Maníaco de Marituba é acusado de estupro, latrocínio e corrupção de menores

    O juízo criminal da Comarca de Marituba decretou, em audiência de custódia, na manhã desta segunda-feira, 13, a prisão preventiva de Jederson Menezes Alves, de 20 anos. O auto de prisão em flagrante apresentado pela polícia é pela acusação dos crimes de estupro, latrocínio e corrupção de menores. O juiz Iran Sampaio decidiu por atender o requerimento do Ministério Público do Pará (MPPA), em razão da garantia da ordem pública e pelos crimes imputados possuírem pena maior de quatro anos.

    De acordo com o magistrado, em decisão, existe a prova da materialidade do fato, conforme declaração das testemunhas constante dos autos e indícios suficientes de autoria. Os policiais tomaram conhecimento, por meio de uma das vítimas, que um suspeito se passando por uma mulher, estaria com perfil falso nas redes sociais, solicitando serviços estéticos. O modus operandi seria coincidente com outras ocorrências que estavam sendo investigadas.

    Conforme os autos, a vítima ouvida pela polícia teria descrito que o suspeito usava uma bicicleta e uma motocicleta para levar as vítimas até o local do crime.
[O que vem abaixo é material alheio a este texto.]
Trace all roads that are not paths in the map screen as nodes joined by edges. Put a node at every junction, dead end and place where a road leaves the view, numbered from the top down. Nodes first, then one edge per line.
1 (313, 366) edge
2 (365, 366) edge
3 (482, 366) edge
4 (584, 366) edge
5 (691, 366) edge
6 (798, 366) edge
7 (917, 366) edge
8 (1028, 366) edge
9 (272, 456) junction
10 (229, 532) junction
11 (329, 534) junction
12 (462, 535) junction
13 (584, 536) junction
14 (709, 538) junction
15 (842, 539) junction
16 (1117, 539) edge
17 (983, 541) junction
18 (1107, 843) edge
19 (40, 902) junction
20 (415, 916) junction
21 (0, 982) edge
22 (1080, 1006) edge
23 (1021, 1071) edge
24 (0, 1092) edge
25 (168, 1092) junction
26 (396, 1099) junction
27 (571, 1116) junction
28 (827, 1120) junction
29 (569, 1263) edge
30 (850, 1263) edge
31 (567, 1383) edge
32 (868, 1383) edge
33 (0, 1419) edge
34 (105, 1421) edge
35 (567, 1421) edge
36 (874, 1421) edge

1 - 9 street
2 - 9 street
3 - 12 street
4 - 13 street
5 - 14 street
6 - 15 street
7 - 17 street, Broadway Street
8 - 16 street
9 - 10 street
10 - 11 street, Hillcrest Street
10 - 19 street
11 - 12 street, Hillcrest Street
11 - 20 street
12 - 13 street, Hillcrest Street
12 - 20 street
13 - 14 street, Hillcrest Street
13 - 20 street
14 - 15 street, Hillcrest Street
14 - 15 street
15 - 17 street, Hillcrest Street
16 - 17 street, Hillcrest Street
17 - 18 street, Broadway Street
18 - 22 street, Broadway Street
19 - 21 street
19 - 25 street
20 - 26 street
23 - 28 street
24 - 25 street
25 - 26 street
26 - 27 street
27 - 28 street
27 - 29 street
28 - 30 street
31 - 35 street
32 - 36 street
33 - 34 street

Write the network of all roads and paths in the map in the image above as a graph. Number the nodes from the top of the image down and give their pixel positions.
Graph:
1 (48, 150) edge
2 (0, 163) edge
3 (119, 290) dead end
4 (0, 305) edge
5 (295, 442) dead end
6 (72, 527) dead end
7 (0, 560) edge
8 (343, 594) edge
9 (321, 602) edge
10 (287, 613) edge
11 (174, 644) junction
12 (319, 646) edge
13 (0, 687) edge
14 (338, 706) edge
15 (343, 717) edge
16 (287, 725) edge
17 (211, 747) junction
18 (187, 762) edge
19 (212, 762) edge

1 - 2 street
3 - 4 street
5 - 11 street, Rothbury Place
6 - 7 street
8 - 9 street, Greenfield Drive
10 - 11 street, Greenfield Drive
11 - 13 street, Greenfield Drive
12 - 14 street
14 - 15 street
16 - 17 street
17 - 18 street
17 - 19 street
Ao seguirem em diligências, encontraram um homem em via pública, supostamente, dirigindo a motocicleta descrita que, por sua vez, informou que teria alugado o veículo para um adolescente e que este, ao ser localizado, teria confessado a autoria do crime e levado ao seu comparsa,  Jederson.

    “Ressalta-se a necessidade de decretação da prisão preventiva, tendo em vista a suposta sequência de crimes que teriam ocorrido durante vários dias, com modus operandi semelhante e diversidade de vítimas, todas mulheres, pelo que se faz necessária a custódia cautelar para garantia da ordem pública, considerando a forma cruel com que os crimes teriam sido cometidos, e para a conveniência da instrução criminal, diante da necessidade urgente de apuração dos fatos, especialmente pela possibilidade de existência de outras vítimas. Destaca-se ainda que o flagranteado responde a outro processo havendo, portanto, indícios de reiteração delitiva o que fundamenta ainda mais a necessidade da prisão”, escreveu o magistrado.

    A Polícia Civil apresentou Jederson Menezes Alves e comunicou a prisão em flagrante pelos crimes de estupro, latrocínio e corrupção de menores. No entanto, o juiz Iran Sampaio observou que a prisão não se deu em estado de flagrância, haja vista que a situação não se enquadrava em nenhuma das hipóteses do artigo nº. 302, do Código de Processo Penal, que trata da referida prisão, não devendo, portanto, ser considerada como flagrante. O magistrado decidiu pela não homologação do auto de prisão em flagrante. Entretanto, atendeu requerimento ministerial pela decretação da prisão preventiva do acusado, em razão da garantia da ordem pública e pelos crimes imputados possuírem pena maior de quatro anos.